### [BRIEF]
Your task is to filter the data below down to the lines holding "שדרות".

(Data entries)
----------

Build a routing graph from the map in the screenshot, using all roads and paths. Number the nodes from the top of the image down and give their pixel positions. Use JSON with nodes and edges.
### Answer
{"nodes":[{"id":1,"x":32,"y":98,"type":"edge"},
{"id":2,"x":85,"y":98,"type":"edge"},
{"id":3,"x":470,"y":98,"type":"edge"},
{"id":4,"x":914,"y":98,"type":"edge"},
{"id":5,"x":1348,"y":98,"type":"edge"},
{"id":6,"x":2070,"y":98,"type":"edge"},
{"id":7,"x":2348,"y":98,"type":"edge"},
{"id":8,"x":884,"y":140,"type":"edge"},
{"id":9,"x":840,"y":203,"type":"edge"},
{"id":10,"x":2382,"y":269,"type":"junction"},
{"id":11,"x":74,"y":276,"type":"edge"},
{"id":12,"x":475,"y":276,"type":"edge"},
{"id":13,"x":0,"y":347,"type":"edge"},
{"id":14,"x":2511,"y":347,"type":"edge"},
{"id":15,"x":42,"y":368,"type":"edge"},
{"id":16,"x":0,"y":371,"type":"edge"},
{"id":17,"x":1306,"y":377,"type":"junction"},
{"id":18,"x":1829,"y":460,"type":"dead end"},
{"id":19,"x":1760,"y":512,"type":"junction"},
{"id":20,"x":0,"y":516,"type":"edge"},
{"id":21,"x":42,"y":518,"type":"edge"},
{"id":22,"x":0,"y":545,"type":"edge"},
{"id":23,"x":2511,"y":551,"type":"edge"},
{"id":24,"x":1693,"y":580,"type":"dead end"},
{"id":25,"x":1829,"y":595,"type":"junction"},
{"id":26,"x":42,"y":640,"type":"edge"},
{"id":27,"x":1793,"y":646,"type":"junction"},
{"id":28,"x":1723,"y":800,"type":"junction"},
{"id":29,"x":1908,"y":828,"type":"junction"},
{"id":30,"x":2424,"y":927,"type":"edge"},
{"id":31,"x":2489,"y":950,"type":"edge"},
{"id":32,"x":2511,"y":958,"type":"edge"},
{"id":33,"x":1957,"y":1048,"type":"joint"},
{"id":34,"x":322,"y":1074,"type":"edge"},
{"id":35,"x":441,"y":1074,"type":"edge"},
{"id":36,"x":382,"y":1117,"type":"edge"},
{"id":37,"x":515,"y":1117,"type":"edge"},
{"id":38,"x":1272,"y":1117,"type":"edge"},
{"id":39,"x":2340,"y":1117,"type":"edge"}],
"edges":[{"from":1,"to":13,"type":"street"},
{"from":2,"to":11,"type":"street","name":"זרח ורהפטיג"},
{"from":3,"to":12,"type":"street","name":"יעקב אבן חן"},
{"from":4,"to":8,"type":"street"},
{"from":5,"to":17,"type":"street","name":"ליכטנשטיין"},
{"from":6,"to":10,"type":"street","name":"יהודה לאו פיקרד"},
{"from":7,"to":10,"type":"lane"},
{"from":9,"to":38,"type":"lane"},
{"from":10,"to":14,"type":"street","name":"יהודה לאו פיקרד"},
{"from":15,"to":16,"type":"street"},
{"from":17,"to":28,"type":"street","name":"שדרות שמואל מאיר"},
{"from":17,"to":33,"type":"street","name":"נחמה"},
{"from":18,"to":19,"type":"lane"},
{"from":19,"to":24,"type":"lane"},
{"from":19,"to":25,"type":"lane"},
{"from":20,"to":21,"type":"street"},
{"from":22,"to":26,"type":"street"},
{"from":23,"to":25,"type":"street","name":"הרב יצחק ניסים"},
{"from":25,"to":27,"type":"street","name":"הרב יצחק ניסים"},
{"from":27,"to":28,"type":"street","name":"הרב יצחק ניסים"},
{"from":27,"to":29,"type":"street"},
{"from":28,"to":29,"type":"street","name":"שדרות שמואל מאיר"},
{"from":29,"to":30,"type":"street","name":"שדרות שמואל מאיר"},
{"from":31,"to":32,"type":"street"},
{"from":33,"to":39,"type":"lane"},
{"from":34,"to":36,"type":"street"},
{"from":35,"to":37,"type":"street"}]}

----------

### [SOLUTION FOR THIS PROBLEM]
{"from":17,"to":28,"type":"street","name":"שדרות שמואל מאיר"},
{"from":28,"to":29,"type":"street","name":"שדרות שמואל מאיר"},
{"from":29,"to":30,"type":"street","name":"שדרות שמואל מאיר"},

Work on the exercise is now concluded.